Exasperated, the Federals drew off. After removing his wounded, Buford retired to a position along the Sharpsburg and Hagerstown Turnpike, where he threw out strong picket lines. Properly protected, his division bivouacked for the night, cold, wet and tired. The torrential rains continued to fall, and they wallowed in a sea of mud. The regimental historian of the 6th New York observed, “The men passed a wearisome, sleepless night, mounted, in line, or standing to horse.”

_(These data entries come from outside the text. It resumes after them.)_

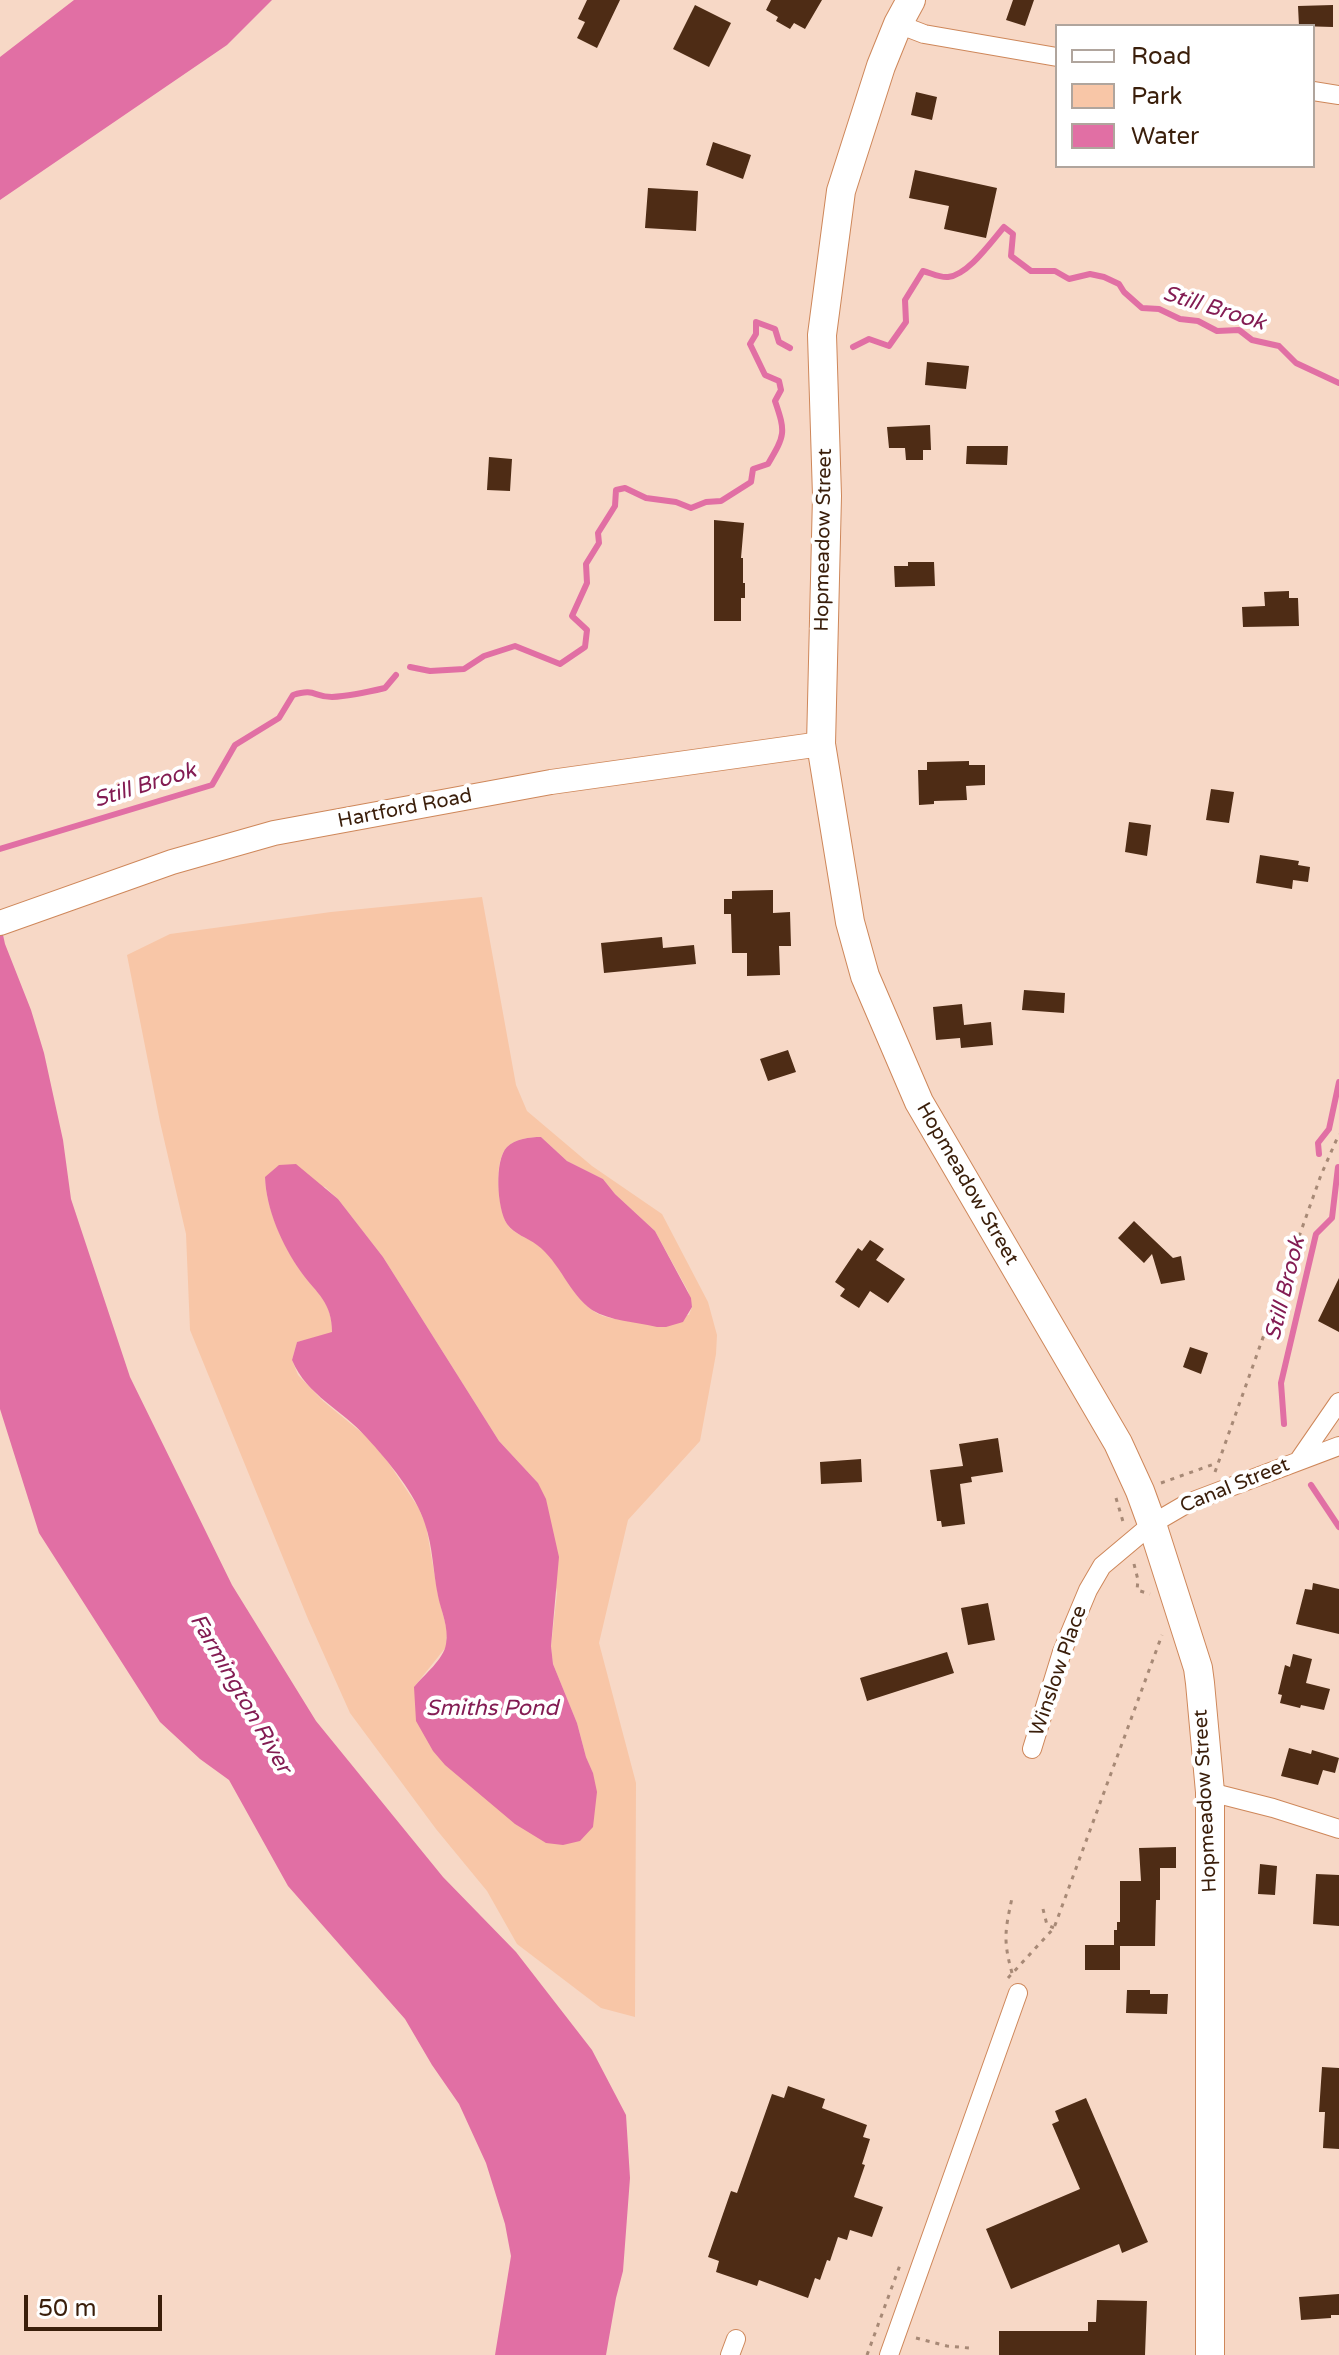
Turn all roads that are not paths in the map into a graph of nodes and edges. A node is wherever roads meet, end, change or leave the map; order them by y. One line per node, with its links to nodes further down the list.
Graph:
1 (904, 12): 2 (street); 5 (highway, Hopmeadow Street)
2 (1055, 57)
3 (1315, 91): 4 (street)
4 (1339, 95)
5 (821, 744): 6 (main road, Hartford Road); 10 (highway, Hopmeadow Street)
6 (0, 923)
7 (1339, 1402): 9 (street, Canal Street)
8 (1339, 1446): 9 (street)
9 (1299, 1460): 10 (street, Canal Street)
10 (1152, 1524): 11 (street, Winslow Place); 12 (highway, Hopmeadow Street)
11 (1032, 1749)
12 (1210, 1792): 13 (street); 16 (highway, Hopmeadow Street)
13 (1339, 1829)
14 (1018, 1993): 15 (street)
15 (889, 2355)
16 (1210, 2355)

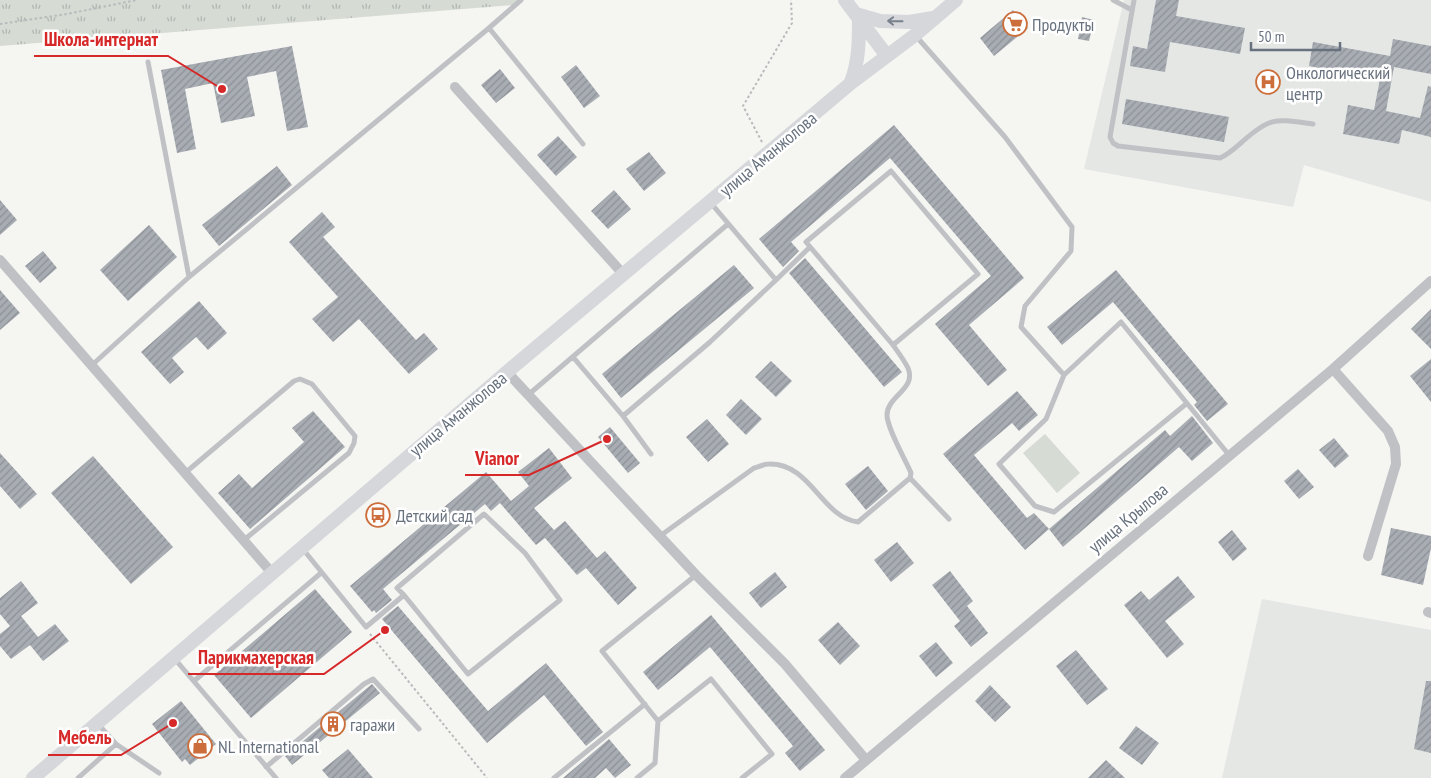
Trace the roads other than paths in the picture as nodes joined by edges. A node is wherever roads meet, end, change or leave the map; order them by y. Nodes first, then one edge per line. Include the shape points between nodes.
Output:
1 (521, 0) edge
2 (845, 0) edge
3 (956, 0) edge
4 (1113, 0) edge
5 (1134, 0) edge
6 (1132, 10) junction
7 (858, 16) junction
8 (934, 18) junction
9 (489, 28) junction
10 (915, 35) junction
11 (887, 56) junction
12 (148, 62) dead end
13 (851, 83) junction
14 (455, 87) dead end
15 (1313, 124) dead end
16 (583, 144) dead end
17 (710, 202) junction
18 (728, 224) junction
19 (810, 248) junction
20 (0, 260) edge
21 (624, 275) junction
22 (189, 277) junction
23 (776, 280) junction
24 (1431, 281) edge
25 (893, 345) junction
26 (573, 357) junction
27 (92, 366) junction
28 (1333, 369) junction
29 (507, 372) junction
30 (1064, 375) junction
31 (528, 395) junction
32 (1186, 404) junction
33 (623, 416) junction
34 (650, 454) dead end
35 (1229, 455) junction
36 (186, 473) junction
37 (910, 478) junction
38 (948, 519) dead end
39 (660, 536) junction
40 (244, 540) junction
41 (302, 548) junction
42 (1368, 556) dead end
43 (272, 573) junction
44 (321, 573) junction
45 (696, 575) junction
46 (404, 595) junction
47 (173, 657) junction
48 (194, 681) junction
49 (645, 704) junction
50 (658, 721) junction
51 (97, 723) junction
52 (419, 730) dead end
53 (116, 744) junction
54 (866, 760) junction
55 (266, 767) junction
56 (159, 773) dead end
57 (33, 778) edge
58 (78, 778) edge
59 (276, 778) edge
60 (554, 778) edge
61 (636, 778) edge
62 (742, 778) edge
63 (845, 778) edge

1 - 9 lane
2 - 7 main road
3 - 8 main road
4 - 6 lane
5 - 6 lane
6 - 15 lane via 1110,137 1113,144 1220,158 1268,123
8 -> 7 main road via 909,22
7 - 11 main road
7 - 13 main road via 859,52
8 - 10 main road
9 - 16 lane
9 - 22 lane
10 - 11 main road, улица Аманжолова
10 - 30 lane via 1005,137 1072,227 1071,251 1025,306 1022,327
11 - 13 main road, улица Аманжолова
12 - 22 lane
13 - 17 main road, улица Аманжолова
14 - 21 street
17 - 18 lane
17 - 21 main road, улица Аманжолова
18 - 23 lane
18 - 26 lane
19 - 23 lane
19 - 25 lane
19 - 25 lane via 806,242 891,170 978,274
20 - 27 street
21 - 29 main road, улица Аманжолова
22 - 27 lane
23 - 33 lane
24 - 28 street, улица Крылова
25 - 37 lane via 910,374 909,381 890,404 887,414 911,473
26 - 31 lane
26 - 33 lane
27 - 36 street
28 - 35 street, улица Крылова
28 - 42 street via 1388,431 1395,447 1396,464
29 - 31 street
29 - 41 main road, улица Аманжолова
30 - 32 lane via 1121,322
30 - 32 lane via 1046,419 999,464 1035,506 1054,512
31 - 39 street
32 - 35 lane
33 - 34 lane
35 - 54 street, улица Крылова
36 - 40 street
36 - 40 lane via 294,381 300,379 312,384 355,436 354,443 349,453
37 - 38 lane
37 - 39 lane via 858,522 847,521 794,469 769,464 754,468
39 - 45 street
40 - 43 street
41 - 43 main road, улица Аманжолова
41 - 44 lane
43 - 47 main road, улица Аманжолова
44 - 46 lane via 366,627
44 - 48 lane
45 - 49 lane via 602,651
45 - 54 street via 785,664
46 - 46 lane via 397,588 484,514 525,553 560,600 468,674
47 - 48 lane
47 - 51 main road, улица Аманжолова
48 - 55 lane
49 - 50 lane
49 - 60 lane
50 - 61 lane via 655,764
50 - 62 lane via 711,679 772,754
51 - 53 lane
51 - 57 main road, улица Аманжолова
52 - 55 lane via 373,680 364,684
53 - 56 lane
53 - 58 lane
54 - 63 street, улица Крылова
55 - 59 lane

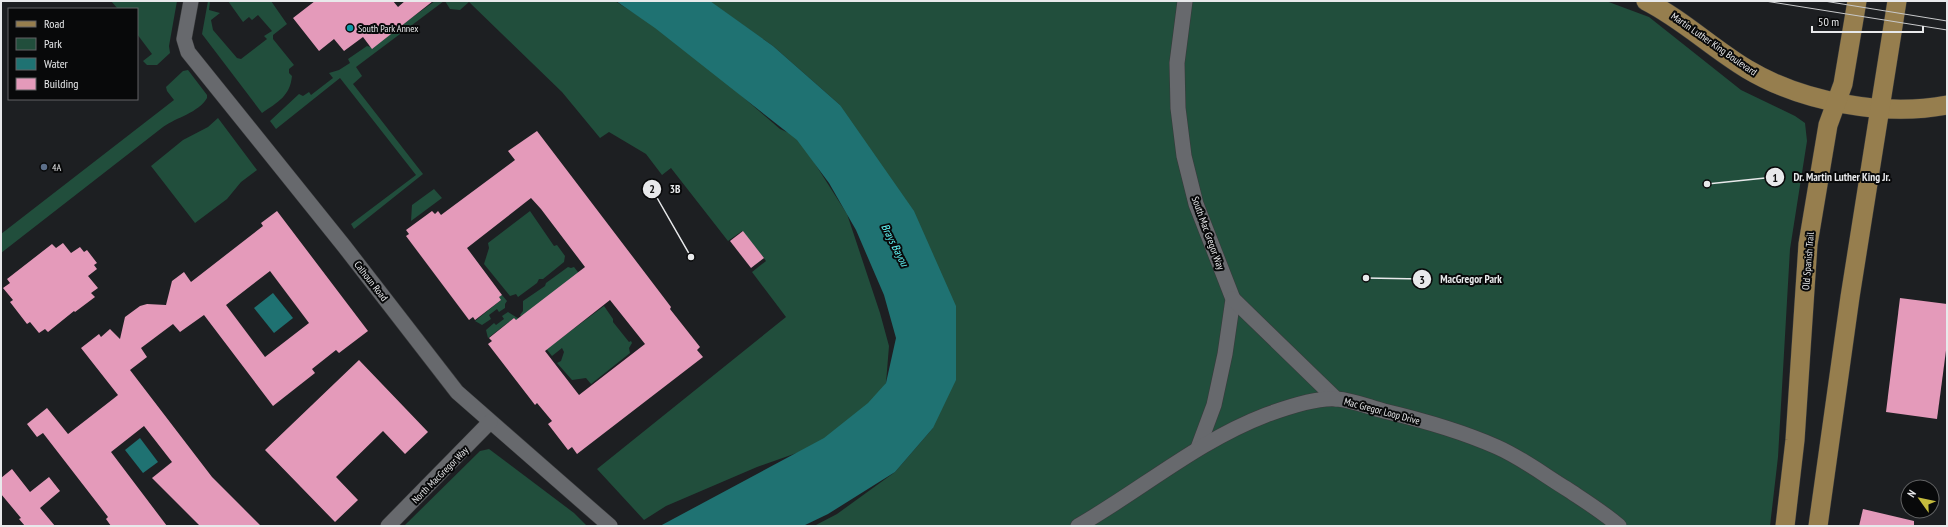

July 6th had not been a good day for Buford. Frustrated by his inability to capture the great prize that awaited at the ford at Williamsport, he had tried to drive off Imboden’s scratch force and failed. A member of the 8th Illinois wrote home, “Although the rebels were too many for us, yet they lost the most men; they charged us but we beat them back; but we could not get possession of the town, and so withdrew after dark…” Imboden had done a masterful job of shifting his makeshift force to meet threats, and had repulsed both Buford and Kilpatrick in some sharp fighting. Imboden proudly wrote years later, “My whole force engaged, wagoners included, did not exceed three thousand men. The ruse practiced by showing a formidable line on the left, then withdrawing it to the right, together with our numerous artillery…led to the belief that our force was much greater….A bold charge at any time before sunset would have broken our feeble lines, and then we should all have fallen an easy prey to the Federals.” This ruse was not evident to either Buford or Kilpatrick. Buford noted in his report of the campaign, “The expedition had for its object the destruction of the enemy’s trains…This, I regret to say, was not accomplished. The enemy was too strong for me, but he was severely punished for his obstinacy. His casualties were more than quadruple mine.” It was one of Old Steadfast’s worst showings as a commander.